She couldn’t help but join in his mirth. “Angel hates that I live there,” Buffy said. “He thinks I’m going to be corrupted or something by all the free spirits down there. They don’t respect ‘family values,’ he says.” She rolled her eyes at the last.
Spike snorted. “Bloody pillock’s one to talk,” he muttered, remembering Xander’s report regarding the previous night. “So…before the Village, pet. Where was home sweet home before that?”
She paused as Mickey approached with two steaming cups of coffee, turning hers absently in its saucer even after he’d walked away. “California,” she finally said. “A little place called Sunnydale. But I haven’t been there in three years. This is my home now.”
Her face had softened at the mention of the state, hazel fixed on the black fluid rippling in her cup as if it could conjure the pictures of the past and project them for only her to see. “You miss it,” Spike said gently, and reached out to run a single finger over the back of her hand in comfort.
She looked up at the mention of her name. “All right, yes,” she replied. It was impossible to lie when he looked at her like that. “But it doesn’t matter if I do or not. There’s nothing there for me anymore.”
It was obvious she didn’t want to talk about it. With each word, her face had folded in on itself, the mask she fought so hard to erect failing to cover the pain behind her eyes, the ache in her voice. He wanted to press, to find out what had caused her such grief, but suspected that now was not the best time for that. Spike had a feeling she’d hated telling him as much as she had; like the other, he was going to have to settle for every small victory where he could get it.
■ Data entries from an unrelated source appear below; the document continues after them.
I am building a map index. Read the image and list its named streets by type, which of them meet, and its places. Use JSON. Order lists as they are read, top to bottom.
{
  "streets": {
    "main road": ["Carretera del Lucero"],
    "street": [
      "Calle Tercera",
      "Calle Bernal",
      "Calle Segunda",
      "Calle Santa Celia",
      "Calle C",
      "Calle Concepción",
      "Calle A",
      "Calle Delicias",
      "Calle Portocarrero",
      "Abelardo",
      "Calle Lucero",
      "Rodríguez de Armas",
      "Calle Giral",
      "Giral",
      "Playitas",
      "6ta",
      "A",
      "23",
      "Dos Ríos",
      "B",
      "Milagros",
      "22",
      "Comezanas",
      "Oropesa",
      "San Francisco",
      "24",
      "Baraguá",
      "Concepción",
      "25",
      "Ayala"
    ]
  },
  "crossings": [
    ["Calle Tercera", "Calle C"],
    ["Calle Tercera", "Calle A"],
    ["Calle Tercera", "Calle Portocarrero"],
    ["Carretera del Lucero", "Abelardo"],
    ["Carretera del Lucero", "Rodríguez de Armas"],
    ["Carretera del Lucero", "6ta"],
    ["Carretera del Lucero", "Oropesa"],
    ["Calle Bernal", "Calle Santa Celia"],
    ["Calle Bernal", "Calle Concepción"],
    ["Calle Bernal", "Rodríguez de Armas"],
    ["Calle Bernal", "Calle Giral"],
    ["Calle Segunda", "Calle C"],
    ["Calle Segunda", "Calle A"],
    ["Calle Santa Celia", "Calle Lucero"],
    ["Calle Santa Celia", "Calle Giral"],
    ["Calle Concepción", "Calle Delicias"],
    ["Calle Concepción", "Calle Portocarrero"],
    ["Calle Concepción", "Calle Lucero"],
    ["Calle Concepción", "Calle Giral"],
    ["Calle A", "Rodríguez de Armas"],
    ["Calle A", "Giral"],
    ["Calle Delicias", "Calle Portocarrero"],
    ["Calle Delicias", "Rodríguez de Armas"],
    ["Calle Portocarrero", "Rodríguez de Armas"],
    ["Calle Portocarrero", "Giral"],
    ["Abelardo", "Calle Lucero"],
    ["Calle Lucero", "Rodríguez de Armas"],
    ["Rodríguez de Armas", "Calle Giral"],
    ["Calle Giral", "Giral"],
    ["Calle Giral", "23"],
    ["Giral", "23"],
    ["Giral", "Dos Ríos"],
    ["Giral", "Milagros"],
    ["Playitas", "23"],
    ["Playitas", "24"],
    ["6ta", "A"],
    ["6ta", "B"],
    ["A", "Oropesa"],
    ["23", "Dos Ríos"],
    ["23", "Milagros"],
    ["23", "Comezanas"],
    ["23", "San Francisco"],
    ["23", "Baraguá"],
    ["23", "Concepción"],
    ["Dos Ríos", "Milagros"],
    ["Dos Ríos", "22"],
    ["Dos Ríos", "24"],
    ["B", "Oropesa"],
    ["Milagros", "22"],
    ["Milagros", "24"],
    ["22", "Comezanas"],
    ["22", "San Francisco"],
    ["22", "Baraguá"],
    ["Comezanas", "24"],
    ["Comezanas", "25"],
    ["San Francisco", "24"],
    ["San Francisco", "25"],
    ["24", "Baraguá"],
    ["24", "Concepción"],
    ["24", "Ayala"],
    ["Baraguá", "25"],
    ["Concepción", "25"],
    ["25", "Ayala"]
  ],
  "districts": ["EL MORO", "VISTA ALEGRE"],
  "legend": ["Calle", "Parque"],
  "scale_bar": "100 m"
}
“Is that where you started singing?” he said instead. “I didn’t really get a chance to tell you last night what a great show you put on. You had the entire joint eatin’ out of the palm of your hand before the lights even came up.”
Buffy blushed at the compliment. “Thanks,” she said. “And yeah. I just did local gigs at first, but then when Angel saw my act, he convinced me I needed to try bigger and better places, got me into LA. Then when…” Her eyes dropped again, the slightest of trembles in her fingers as she picked up her coffee and took a sip. “I came out to New York not long after that,” she finished, ignoring her previous train of thought. “The rest is pretty much history.”
It hadn’t occurred to him that she could’ve met Angel anywhere but the Big Apple, and Spike frowned as the numbers ticked over in his brain. Three years plus some more time before that meant she had to have been just a kid when the prat first met her, no more than eighteen or nineteen. Young. Impressionable. His hatred for the other man was growing by leaps and bounds with every syllable spilling from her lips.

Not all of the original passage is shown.